I don't know about you, but I'm a little sick of hearing about the banks and the Royal Commission.
I mean, I make myself pay attention, because apathy and disinterest would work in those banks' favour when it comes to the alleged (and sometimes admitted) wrongdoings, but it's tempting to just switch off. If we switch off, they win. So we won't. At least, not entirely.
But today I won't mention them. Okay, I won't mention them again.
Let's get back to investing, shall we?
To a stock market that's within a whisker or two of a ten-year high. (And remember that the stock indices don't include dividends. Add them back and we're well ahead of 2008.)
You don't read too much about that. It's not 'news'.
Instead, we see articles about tax, about business conditions, wage growth, more tax and more wage growth.
Add in some more from the house price permabears, and you've almost got a full house.
It's now going on 4 years since I first noticed that, while the economy and stock market kept growing, the boffins told us it couldn't be true.
The old armed forces truism is that no plan survives its first contact with the enemy.
Except to some commentators and economists, grizzled war veterans are pushovers.
No matter how frequently reality disproved their models and trashed their assumptions, they weren't for turning.
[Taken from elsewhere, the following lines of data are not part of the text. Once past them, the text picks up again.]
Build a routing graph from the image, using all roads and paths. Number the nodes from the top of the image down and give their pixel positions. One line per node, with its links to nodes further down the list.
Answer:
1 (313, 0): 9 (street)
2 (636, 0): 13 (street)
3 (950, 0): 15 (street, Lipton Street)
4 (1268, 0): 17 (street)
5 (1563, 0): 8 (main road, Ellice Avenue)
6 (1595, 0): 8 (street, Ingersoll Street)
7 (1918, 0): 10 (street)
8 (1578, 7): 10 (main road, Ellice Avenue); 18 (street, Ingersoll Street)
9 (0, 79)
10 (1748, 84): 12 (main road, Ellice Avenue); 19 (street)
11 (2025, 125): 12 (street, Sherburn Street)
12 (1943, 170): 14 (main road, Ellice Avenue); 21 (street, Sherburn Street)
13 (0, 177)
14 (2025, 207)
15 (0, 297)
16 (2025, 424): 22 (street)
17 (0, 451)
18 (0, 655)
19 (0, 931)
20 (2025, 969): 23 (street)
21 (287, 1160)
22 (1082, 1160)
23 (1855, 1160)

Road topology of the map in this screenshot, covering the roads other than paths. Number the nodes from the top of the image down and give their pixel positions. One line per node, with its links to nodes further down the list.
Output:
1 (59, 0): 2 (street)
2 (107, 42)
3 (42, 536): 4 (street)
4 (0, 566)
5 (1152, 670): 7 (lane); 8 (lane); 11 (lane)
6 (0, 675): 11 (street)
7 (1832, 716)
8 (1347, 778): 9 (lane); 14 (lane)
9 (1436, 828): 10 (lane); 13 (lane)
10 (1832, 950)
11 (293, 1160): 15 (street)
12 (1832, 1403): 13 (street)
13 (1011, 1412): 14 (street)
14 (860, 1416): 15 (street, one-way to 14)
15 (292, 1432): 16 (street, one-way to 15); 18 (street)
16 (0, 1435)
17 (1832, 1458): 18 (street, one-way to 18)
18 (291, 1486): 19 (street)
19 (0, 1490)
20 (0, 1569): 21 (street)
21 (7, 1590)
No, the data must be wrong.
Vive le theory!
So many of them keep telling us that the world is still about to end… it's just that the deadline has been pushed back.
What's the difference between a stubborn economist and a Doomsday cult leader?
I have no idea… I was hoping you'd tell me. Buggered if I can tell them apart.
To be clear — and fair — many economists and pundits are only too ready to change their minds. They're just not the ones that get the headlines.
I'm fortunate to be on Sky News Business with some of the best, from time to time, but I rarely see their names in the headlines. Because they're not the stubborn or outlandish types.
Next stop is the housing permabears. These are the guys (and they're almost all guys) who, having seen house prices double and triple while they screamed 'overvalued' will nonetheless take a victory lap when (if!) they fall 20%, shouting 'I told you so!'.
You do the numbers… did they really?
And then there's the stockmarket permabears. The ones who told you China would crash. Trump would ruin us all. Valuations couldn't last.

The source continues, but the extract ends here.